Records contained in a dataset
+--

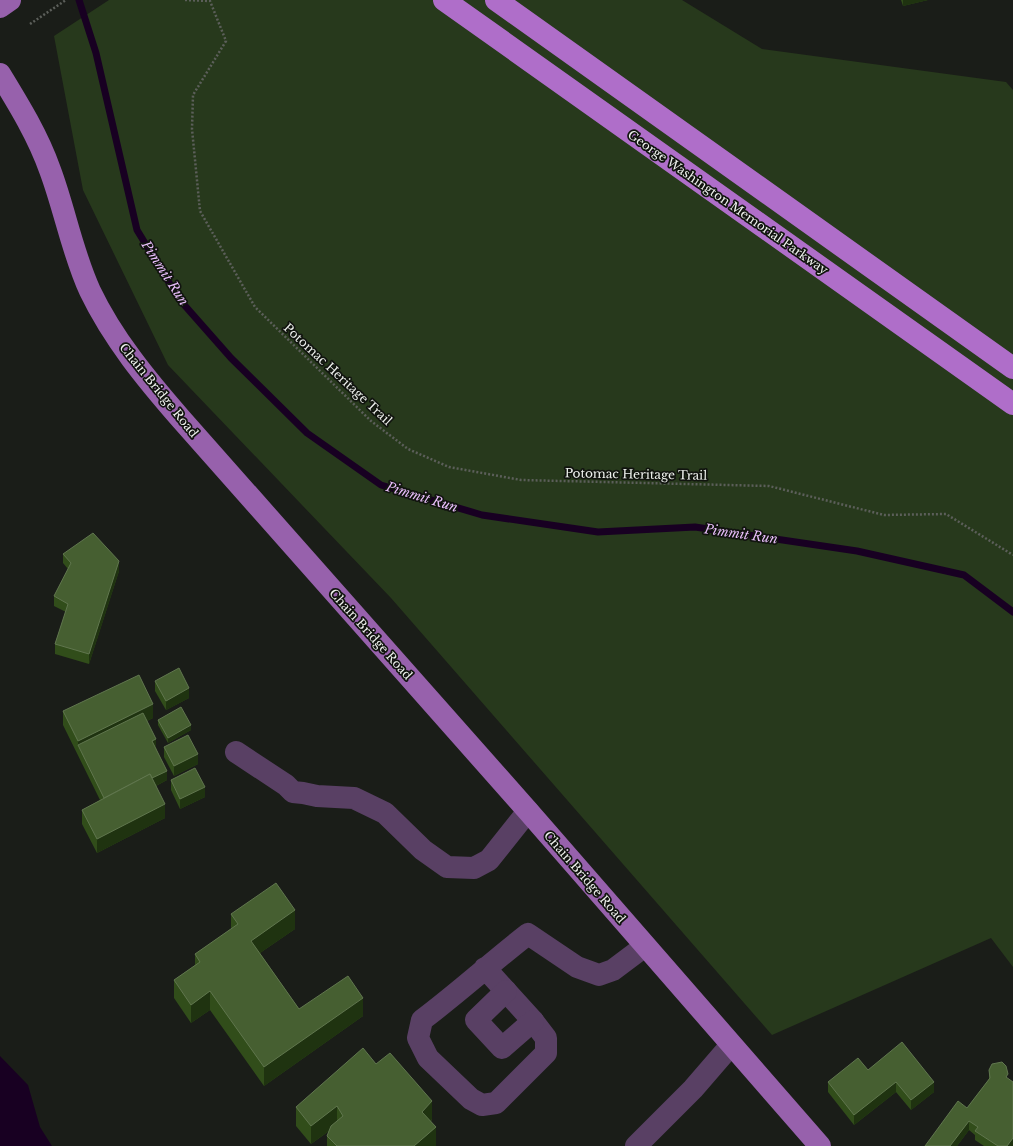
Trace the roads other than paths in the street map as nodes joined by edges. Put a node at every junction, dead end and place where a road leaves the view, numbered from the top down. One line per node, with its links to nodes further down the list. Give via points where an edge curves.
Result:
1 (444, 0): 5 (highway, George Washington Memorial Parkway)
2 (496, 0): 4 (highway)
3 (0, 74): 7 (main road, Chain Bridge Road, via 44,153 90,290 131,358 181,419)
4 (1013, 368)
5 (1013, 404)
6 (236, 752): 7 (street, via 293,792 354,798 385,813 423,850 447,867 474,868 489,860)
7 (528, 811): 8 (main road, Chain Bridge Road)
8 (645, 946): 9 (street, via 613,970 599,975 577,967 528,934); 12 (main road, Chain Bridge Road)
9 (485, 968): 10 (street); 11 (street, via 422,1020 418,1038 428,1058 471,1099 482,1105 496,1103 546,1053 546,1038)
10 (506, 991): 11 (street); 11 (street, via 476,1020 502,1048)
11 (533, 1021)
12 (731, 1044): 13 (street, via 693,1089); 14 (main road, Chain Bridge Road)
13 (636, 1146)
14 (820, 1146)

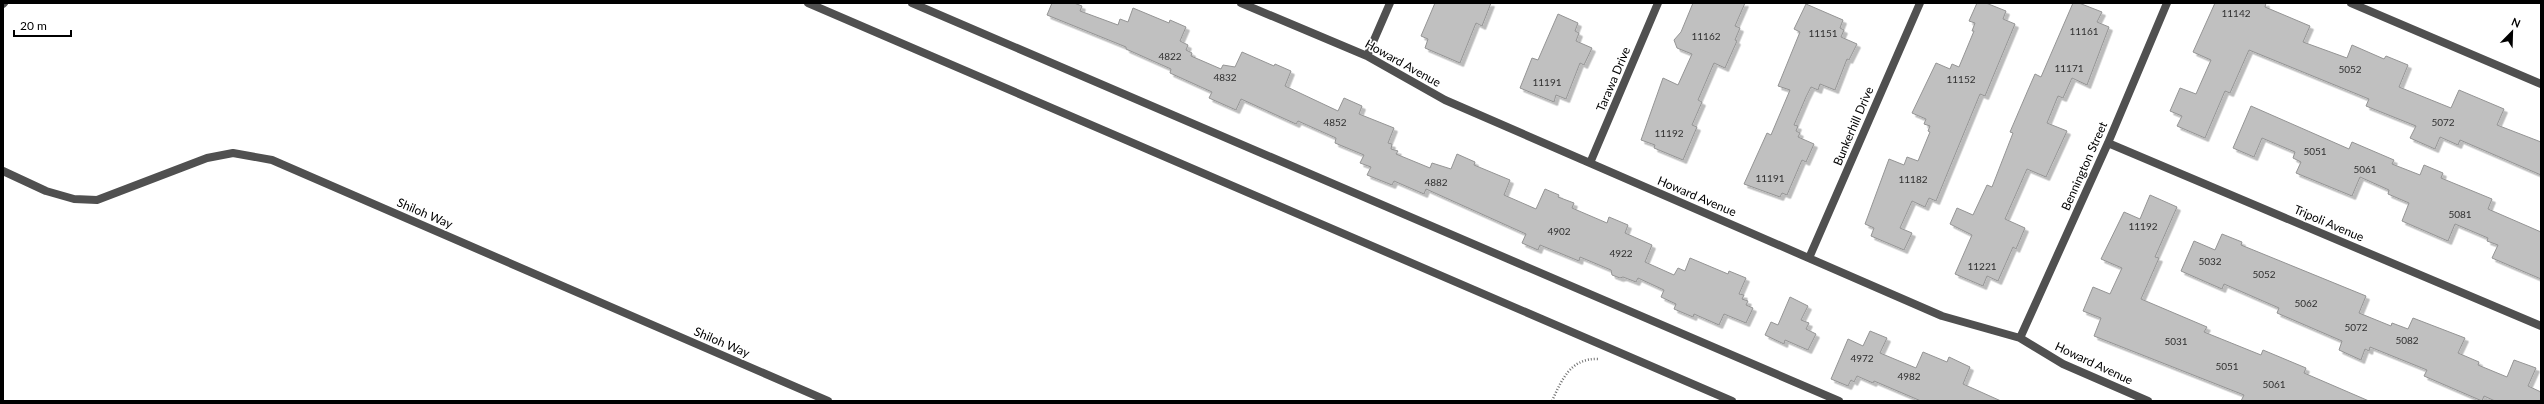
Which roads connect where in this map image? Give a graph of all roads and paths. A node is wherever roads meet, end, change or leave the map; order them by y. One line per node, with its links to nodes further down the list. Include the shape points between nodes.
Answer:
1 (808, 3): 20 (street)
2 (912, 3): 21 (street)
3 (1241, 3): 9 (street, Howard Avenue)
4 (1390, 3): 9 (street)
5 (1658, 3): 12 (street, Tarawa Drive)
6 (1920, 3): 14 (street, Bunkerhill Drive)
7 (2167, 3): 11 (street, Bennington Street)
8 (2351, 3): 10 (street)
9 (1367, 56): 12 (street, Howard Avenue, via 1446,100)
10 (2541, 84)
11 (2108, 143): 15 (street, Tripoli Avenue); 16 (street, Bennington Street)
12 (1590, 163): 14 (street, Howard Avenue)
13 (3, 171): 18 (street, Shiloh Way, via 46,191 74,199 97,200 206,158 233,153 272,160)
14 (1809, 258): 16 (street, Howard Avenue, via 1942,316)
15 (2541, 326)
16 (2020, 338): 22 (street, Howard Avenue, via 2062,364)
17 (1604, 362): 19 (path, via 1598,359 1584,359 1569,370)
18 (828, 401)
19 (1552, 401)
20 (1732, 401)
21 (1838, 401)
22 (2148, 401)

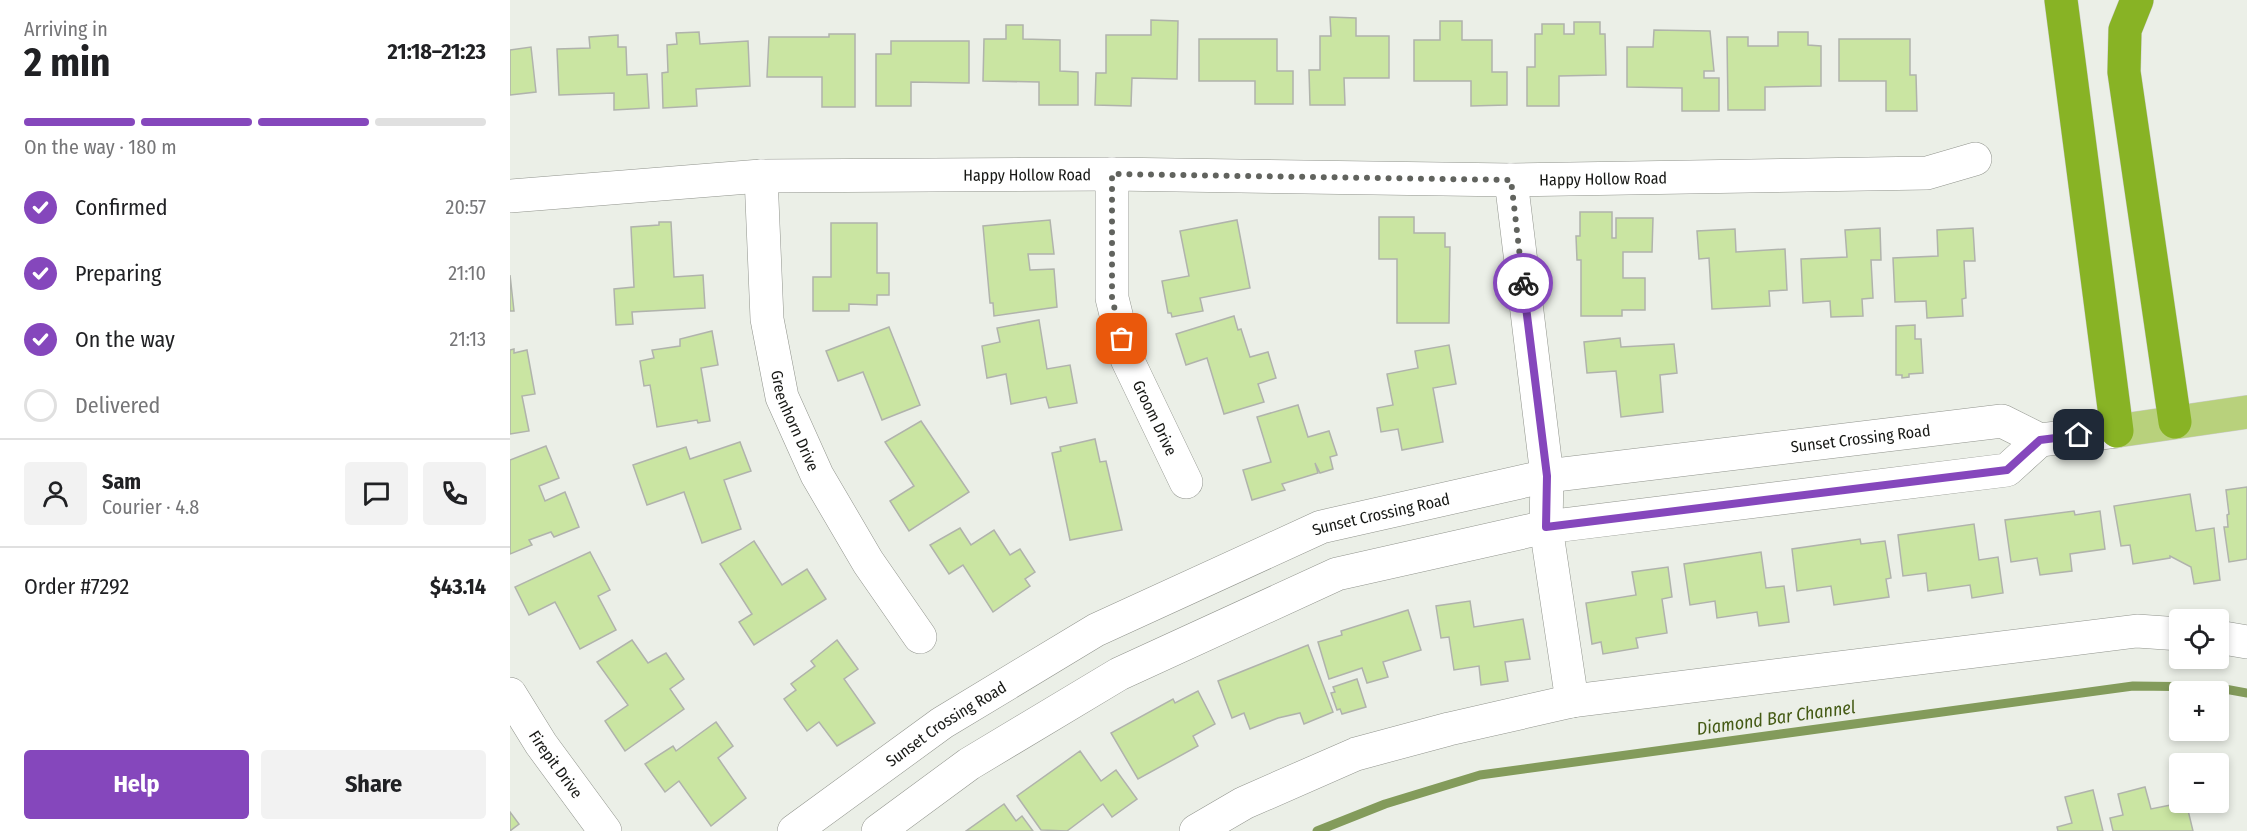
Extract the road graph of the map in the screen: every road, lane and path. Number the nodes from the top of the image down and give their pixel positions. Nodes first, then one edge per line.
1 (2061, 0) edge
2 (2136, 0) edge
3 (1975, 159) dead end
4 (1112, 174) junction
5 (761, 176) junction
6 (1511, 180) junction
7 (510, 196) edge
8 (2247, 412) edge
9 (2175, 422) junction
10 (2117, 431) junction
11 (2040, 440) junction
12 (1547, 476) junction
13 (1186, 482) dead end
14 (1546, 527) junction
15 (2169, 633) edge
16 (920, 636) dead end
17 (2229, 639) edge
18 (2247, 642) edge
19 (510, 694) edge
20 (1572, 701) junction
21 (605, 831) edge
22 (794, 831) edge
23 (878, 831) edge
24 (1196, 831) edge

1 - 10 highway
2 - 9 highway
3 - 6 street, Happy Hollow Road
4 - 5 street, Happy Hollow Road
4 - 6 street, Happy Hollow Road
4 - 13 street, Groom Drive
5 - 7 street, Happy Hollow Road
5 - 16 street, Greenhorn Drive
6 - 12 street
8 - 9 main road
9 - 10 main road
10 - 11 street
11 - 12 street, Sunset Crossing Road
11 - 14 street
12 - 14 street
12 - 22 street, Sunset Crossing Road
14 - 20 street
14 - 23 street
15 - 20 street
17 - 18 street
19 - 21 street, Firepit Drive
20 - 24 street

+--

> [WHAT YOU HAVE TO DO]:
Would you transcribe all of the data exactly, omitting any pictures?

> [PROBLEM SOLUTION]:
Trace the roads other than paths in the street map as nodes joined by edges. Put a node at every junction, dead end and place where a road leaves the view, numbered from the top down. One line per node, with its links to nodes further down the list. Give via points where an edge curves.
Result:
1 (444, 0): 5 (highway, George Washington Memorial Parkway)
2 (496, 0): 4 (highway)
3 (0, 74): 7 (main road, Chain Bridge Road, via 44,153 90,290 131,358 181,419)
4 (1013, 368)
5 (1013, 404)
6 (236, 752): 7 (street, via 293,792 354,798 385,813 423,850 447,867 474,868 489,860)
7 (528, 811): 8 (main road, Chain Bridge Road)
8 (645, 946): 9 (street, via 613,970 599,975 577,967 528,934); 12 (main road, Chain Bridge Road)
9 (485, 968): 10 (street); 11 (street, via 422,1020 418,1038 428,1058 471,1099 482,1105 496,1103 546,1053 546,1038)
10 (506, 991): 11 (street); 11 (street, via 476,1020 502,1048)
11 (533, 1021)
12 (731, 1044): 13 (street, via 693,1089); 14 (main road, Chain Bridge Road)
13 (636, 1146)
14 (820, 1146)

Which roads connect where in this map image? Give a graph of all roads and paths. A node is wherever roads meet, end, change or leave the map; order them by y. One line per node, with its links to nodes further down the list. Include the shape points between nodes.
Answer:
1 (808, 3): 20 (street)
2 (912, 3): 21 (street)
3 (1241, 3): 9 (street, Howard Avenue)
4 (1390, 3): 9 (street)
5 (1658, 3): 12 (street, Tarawa Drive)
6 (1920, 3): 14 (street, Bunkerhill Drive)
7 (2167, 3): 11 (street, Bennington Street)
8 (2351, 3): 10 (street)
9 (1367, 56): 12 (street, Howard Avenue, via 1446,100)
10 (2541, 84)
11 (2108, 143): 15 (street, Tripoli Avenue); 16 (street, Bennington Street)
12 (1590, 163): 14 (street, Howard Avenue)
13 (3, 171): 18 (street, Shiloh Way, via 46,191 74,199 97,200 206,158 233,153 272,160)
14 (1809, 258): 16 (street, Howard Avenue, via 1942,316)
15 (2541, 326)
16 (2020, 338): 22 (street, Howard Avenue, via 2062,364)
17 (1604, 362): 19 (path, via 1598,359 1584,359 1569,370)
18 (828, 401)
19 (1552, 401)
20 (1732, 401)
21 (1838, 401)
22 (2148, 401)

Extract the road graph of the map in the screen: every road, lane and path. Number the nodes from the top of the image down and give their pixel positions. Nodes first, then one edge per line.
1 (2061, 0) edge
2 (2136, 0) edge
3 (1975, 159) dead end
4 (1112, 174) junction
5 (761, 176) junction
6 (1511, 180) junction
7 (510, 196) edge
8 (2247, 412) edge
9 (2175, 422) junction
10 (2117, 431) junction
11 (2040, 440) junction
12 (1547, 476) junction
13 (1186, 482) dead end
14 (1546, 527) junction
15 (2169, 633) edge
16 (920, 636) dead end
17 (2229, 639) edge
18 (2247, 642) edge
19 (510, 694) edge
20 (1572, 701) junction
21 (605, 831) edge
22 (794, 831) edge
23 (878, 831) edge
24 (1196, 831) edge

1 - 10 highway
2 - 9 highway
3 - 6 street, Happy Hollow Road
4 - 5 street, Happy Hollow Road
4 - 6 street, Happy Hollow Road
4 - 13 street, Groom Drive
5 - 7 street, Happy Hollow Road
5 - 16 street, Greenhorn Drive
6 - 12 street
8 - 9 main road
9 - 10 main road
10 - 11 street
11 - 12 street, Sunset Crossing Road
11 - 14 street
12 - 14 street
12 - 22 street, Sunset Crossing Road
14 - 20 street
14 - 23 street
15 - 20 street
17 - 18 street
19 - 21 street, Firepit Drive
20 - 24 street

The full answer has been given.